Records for processing: Begin
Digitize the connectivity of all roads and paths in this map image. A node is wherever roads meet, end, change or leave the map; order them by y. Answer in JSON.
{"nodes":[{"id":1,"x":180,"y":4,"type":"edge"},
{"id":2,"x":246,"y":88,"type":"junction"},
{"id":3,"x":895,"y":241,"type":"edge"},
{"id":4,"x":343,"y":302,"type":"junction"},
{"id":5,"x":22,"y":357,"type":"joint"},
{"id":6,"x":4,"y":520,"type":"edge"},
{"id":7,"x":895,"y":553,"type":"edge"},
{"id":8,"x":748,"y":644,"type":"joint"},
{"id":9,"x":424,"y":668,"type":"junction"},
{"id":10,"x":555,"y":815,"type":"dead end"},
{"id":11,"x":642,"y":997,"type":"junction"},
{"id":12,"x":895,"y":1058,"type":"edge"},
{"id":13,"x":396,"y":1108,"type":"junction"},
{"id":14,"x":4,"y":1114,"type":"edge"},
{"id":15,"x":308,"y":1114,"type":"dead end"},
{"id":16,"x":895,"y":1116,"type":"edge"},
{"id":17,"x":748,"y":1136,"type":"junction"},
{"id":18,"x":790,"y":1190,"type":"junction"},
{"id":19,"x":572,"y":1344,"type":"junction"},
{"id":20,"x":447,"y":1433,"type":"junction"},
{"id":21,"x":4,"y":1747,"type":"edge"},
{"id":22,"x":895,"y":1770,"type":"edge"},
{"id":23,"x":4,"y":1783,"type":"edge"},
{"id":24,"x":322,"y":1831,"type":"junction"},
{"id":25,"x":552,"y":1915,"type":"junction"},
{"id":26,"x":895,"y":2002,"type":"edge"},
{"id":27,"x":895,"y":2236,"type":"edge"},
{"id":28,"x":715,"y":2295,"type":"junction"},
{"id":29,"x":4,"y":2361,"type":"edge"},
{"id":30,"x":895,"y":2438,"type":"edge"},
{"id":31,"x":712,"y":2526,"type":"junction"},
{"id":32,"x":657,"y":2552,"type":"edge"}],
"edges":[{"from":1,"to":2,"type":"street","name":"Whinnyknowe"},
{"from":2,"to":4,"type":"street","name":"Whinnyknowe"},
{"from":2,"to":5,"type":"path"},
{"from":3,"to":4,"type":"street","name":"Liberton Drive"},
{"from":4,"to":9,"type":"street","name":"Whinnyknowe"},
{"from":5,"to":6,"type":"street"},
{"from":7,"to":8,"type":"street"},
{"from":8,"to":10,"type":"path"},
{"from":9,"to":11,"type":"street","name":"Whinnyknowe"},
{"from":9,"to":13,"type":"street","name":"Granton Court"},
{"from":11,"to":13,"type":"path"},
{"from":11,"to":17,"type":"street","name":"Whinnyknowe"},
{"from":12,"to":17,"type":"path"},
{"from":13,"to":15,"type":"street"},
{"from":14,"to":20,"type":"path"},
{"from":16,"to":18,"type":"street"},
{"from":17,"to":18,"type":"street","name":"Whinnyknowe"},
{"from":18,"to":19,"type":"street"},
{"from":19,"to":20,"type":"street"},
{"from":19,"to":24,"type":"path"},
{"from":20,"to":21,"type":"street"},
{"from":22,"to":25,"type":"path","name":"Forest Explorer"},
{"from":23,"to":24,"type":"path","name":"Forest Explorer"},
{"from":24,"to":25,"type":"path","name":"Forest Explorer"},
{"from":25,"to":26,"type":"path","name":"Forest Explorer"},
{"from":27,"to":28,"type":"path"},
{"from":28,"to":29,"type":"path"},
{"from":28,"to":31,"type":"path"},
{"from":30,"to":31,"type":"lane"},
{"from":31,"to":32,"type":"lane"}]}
Records for processing: End
• **Problem to work on**
Reproduce every line above containing "joint".

• **Written response**
{"id":5,"x":22,"y":357,"type":"joint"},
{"id":8,"x":748,"y":644,"type":"joint"},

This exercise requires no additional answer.